My driver requires a large amount of contiguous physical memory for
DMA from a PCI device. I use the 'mem=YYY' command line parameter to
reserve the top of physical RAM for my driver. Then I allow mapping
via mmap() calls to user space. The user space app then uses this
pointer to save the data to disk.
<snip>
I have tried this on several platforms and kernels and the results vary,
but the common denominator seems to be:
Fedora kernel + 32-bit Intel = poor performance (see below)
I suggested:
Wild guess: have you tried turning off the 4G+4G support in the kernel
(requires a recompile)?
James replied
I have rebuilt now w/o several patches; 4Kstacks, netdump, and 4g/4g.
The problem has gone away. I suspect that 4G/4G is broken.
It sounds more "broken as designed", to be honest.
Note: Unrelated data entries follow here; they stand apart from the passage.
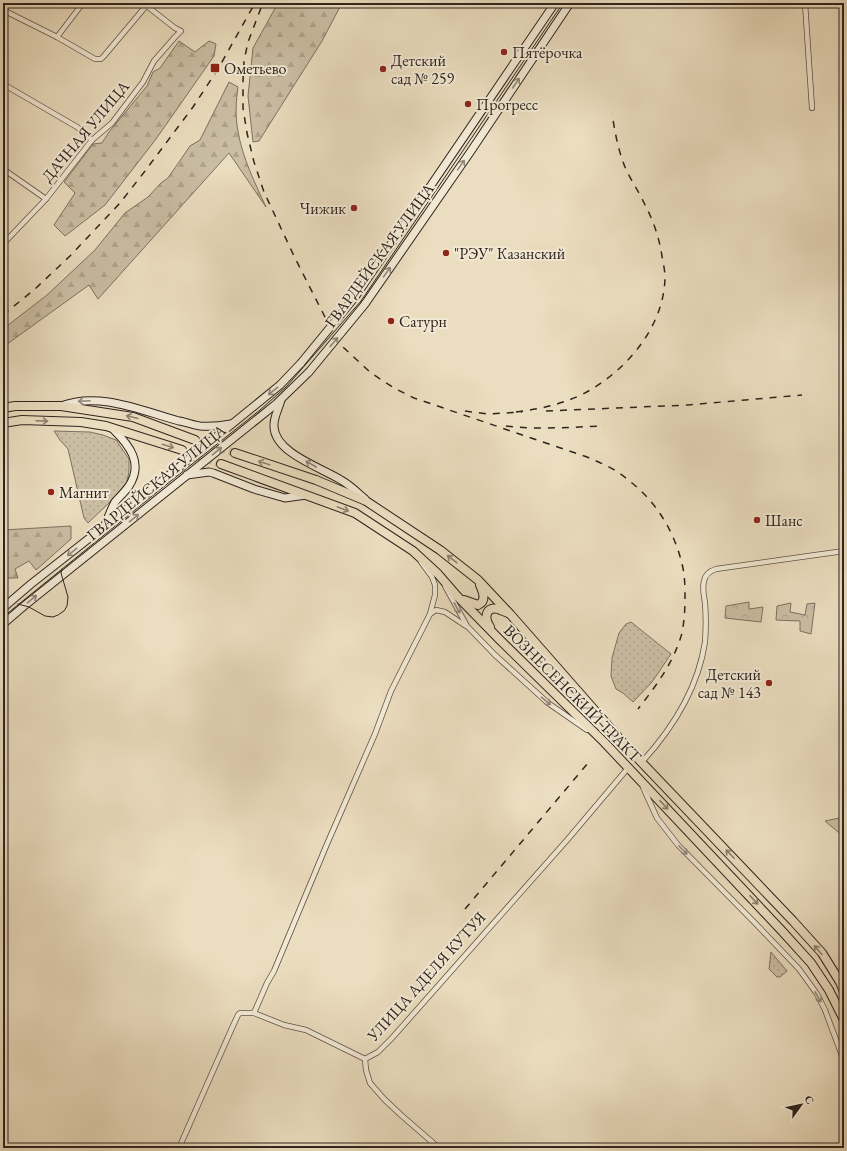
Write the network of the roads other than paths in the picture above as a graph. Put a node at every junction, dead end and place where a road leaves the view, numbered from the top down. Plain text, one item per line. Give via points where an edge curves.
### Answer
1 (84, 3) edge
2 (555, 3) edge
3 (570, 3) edge
4 (805, 3) edge
5 (144, 4) edge
6 (3, 10) edge
7 (57, 37) junction
8 (3, 84) edge
9 (812, 108) dead end
10 (92, 140) junction
11 (459, 143) junction
12 (471, 151) junction
13 (3, 169) edge
14 (46, 199) junction
15 (3, 244) edge
16 (282, 398) junction
17 (61, 406) junction
18 (3, 408) edge
19 (3, 423) edge
20 (231, 424) junction
21 (113, 429) junction
22 (195, 440) tunnel mouth
23 (182, 450) tunnel mouth
24 (235, 454) tunnel mouth
25 (221, 464) tunnel mouth
26 (187, 476) junction
27 (307, 495) junction
28 (366, 501) junction
29 (104, 526) junction
30 (413, 551) junction
31 (844, 551) edge
32 (438, 574) junction
33 (478, 580) junction
34 (458, 597) junction
35 (3, 608) edge
36 (430, 614) junction
37 (510, 614) junction
38 (3, 624) edge
39 (466, 626) junction
40 (499, 638) junction
41 (604, 742) junction
42 (642, 762) junction
43 (628, 768) junction
44 (642, 781) junction
45 (842, 981) edge
46 (844, 992) edge
47 (254, 1013) junction
48 (844, 1020) edge
49 (365, 1059) junction
50 (844, 1061) edge
51 (179, 1148) edge
52 (439, 1148) edge

1 - 7 street
2 - 11 main road, ГВАРДЕЙСКАЯ УЛИЦА
12 -> 3 main road, ГВАРДЕЙСКАЯ УЛИЦА
4 - 9 street
5 - 7 street via 101,59 95,59
5 - 10 street, ДАЧНАЯ УЛИЦА via 181,31 154,61 143,82 112,123
6 - 7 street
8 - 10 street via 77,127
10 - 14 street, ДАЧНАЯ УЛИЦА
11 - 12 main road
11 -> 20 main road, ГВАРДЕЙСКАЯ УЛИЦА, bridge via 355,297 280,385
16 -> 12 main road, ГВАРДЕЙСКАЯ УЛИЦА, bridge via 309,372 365,304
13 - 14 street
14 - 15 street, ДАЧНАЯ УЛИЦА
26 -> 16 main road, ГВАРДЕЙСКАЯ УЛИЦА
28 -> 16 main road via 340,479 310,465 279,441 274,427
17 - 18 main road
20 -> 17 main road via 215,427 198,426 138,408 99,400 81,400
22 -> 17 main road via 133,417
19 -> 21 main road via 22,420 81,422
20 - 29 main road, ГВАРДЕЙСКАЯ УЛИЦА
21 -> 23 main road
21 - 29 main road via 130,449 135,471 129,486 115,503
28 -> 24 main road, ВОЗНЕСЕНСКИЙ ТРАКТ via 316,480
25 - 27 main road, ВОЗНЕСЕНСКИЙ ТРАКТ
26 - 27 main road via 209,472 285,498
38 -> 26 main road, ГВАРДЕЙСКАЯ УЛИЦА
27 -> 30 main road, ВОЗНЕСЕНСКИЙ ТРАКТ via 355,514
33 -> 28 main road, ВОЗНЕСЕНСКИЙ ТРАКТ via 440,550
29 -> 35 main road, ГВАРДЕЙСКАЯ УЛИЦА
30 - 32 main road, ВОЗНЕСЕНСКИЙ ТРАКТ
30 - 36 street via 435,585
31 - 42 street via 716,569 708,574 703,586 705,640 695,682 676,717
32 - 34 main road, ВОЗНЕСЕНСКИЙ ТРАКТ
32 -> 39 street
33 - 34 main road via 484,593 481,604 470,603
33 - 37 main road, ВОЗНЕСЕНСКИЙ ТРАКТ
34 - 40 main road, ВОЗНЕСЕНСКИЙ ТРАКТ
36 - 39 street via 436,610 445,612
36 - 47 street via 392,691
37 - 40 main road via 496,608 487,612 488,624
37 - 42 main road, ВОЗНЕСЕНСКИЙ ТРАКТ
39 -> 41 street via 548,703
40 - 41 main road, ВОЗНЕСЕНСКИЙ ТРАКТ
41 - 43 main road, ВОЗНЕСЕНСКИЙ ТРАКТ
45 -> 42 main road, ВОЗНЕСЕНСКИЙ ТРАКТ via 822,953 793,921
43 - 44 main road, ВОЗНЕСЕНСКИЙ ТРАКТ
43 - 49 street, УЛИЦА АДЕЛЯ КУТУЯ via 392,1038 378,1052
44 -> 48 main road, ВОЗНЕСЕНСКИЙ ТРАКТ via 811,963 829,990
44 -> 50 street via 657,818 678,845 799,969 825,1010
45 - 46 main road, ВОЗНЕСЕНСКИЙ ТРАКТ
47 - 49 street, УЛИЦА АДЕЛЯ КУТУЯ via 284,1025 306,1030
47 - 51 street via 238,1015
49 - 52 street via 370,1083 384,1099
It sounds as though
your setup is doing a *lot* of context switches between user mode and
kernel mode. The basic trade-off that 4G/4G flushes the TLB each
context switch, so that kernel and user both get nearly 4 GB, and TLB
flushes are expensive.
See
http://lwn.net/Articles/39283/
and
http://kerneltrap.org/node/view/2891
May I recommend fedora-devel-list@xxxxxxxxxx or the LKML? You might not
have much done about it, but they might be able to recommend
workarounds.
Actually, we have gotten some of the kernel group at Intel into the game, now.
It seems that the problem can be completely reproduced using the native
"/dev/mem" interface - no custom drivers needed. The intel engineer that
has looked at this believes that either the 4g/4g patch is broken, or that there
are mem driver interactions with 4g/4g that no one has taken into account
(which to me says that potentially both the mem driver and 4g/4g patch need
fixing).
Certainly, removing the 4g/4g patch fixes this problem.
We have been told that Intel will be talking/working with the Red Hat people
directly to resolve this. They seem to think that this is something significant
that should be resolved.
At the very least, it would be good if real-life problems with 4G/4G are
reported.
James.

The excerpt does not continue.